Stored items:
━━━━━━━━━━━━━━━━━━━━
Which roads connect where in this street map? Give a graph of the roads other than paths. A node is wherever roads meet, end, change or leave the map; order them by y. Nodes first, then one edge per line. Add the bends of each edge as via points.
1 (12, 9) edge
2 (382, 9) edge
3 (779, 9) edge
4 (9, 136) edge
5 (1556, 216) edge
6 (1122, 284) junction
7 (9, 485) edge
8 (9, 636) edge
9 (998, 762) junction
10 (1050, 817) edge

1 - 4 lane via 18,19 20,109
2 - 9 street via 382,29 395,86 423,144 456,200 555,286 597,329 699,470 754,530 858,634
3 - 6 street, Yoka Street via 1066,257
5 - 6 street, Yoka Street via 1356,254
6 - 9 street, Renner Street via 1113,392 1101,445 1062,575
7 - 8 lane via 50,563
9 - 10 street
━━━━━━━━━━━━━━━━━━━━
Your assignment:
Retype all of the entries exactly, please.

Written answer:
Which roads connect where in this street map? Give a graph of the roads other than paths. A node is wherever roads meet, end, change or leave the map; order them by y. Nodes first, then one edge per line. Add the bends of each edge as via points.
1 (12, 9) edge
2 (382, 9) edge
3 (779, 9) edge
4 (9, 136) edge
5 (1556, 216) edge
6 (1122, 284) junction
7 (9, 485) edge
8 (9, 636) edge
9 (998, 762) junction
10 (1050, 817) edge

1 - 4 lane via 18,19 20,109
2 - 9 street via 382,29 395,86 423,144 456,200 555,286 597,329 699,470 754,530 858,634
3 - 6 street, Yoka Street via 1066,257
5 - 6 street, Yoka Street via 1356,254
6 - 9 street, Renner Street via 1113,392 1101,445 1062,575
7 - 8 lane via 50,563
9 - 10 street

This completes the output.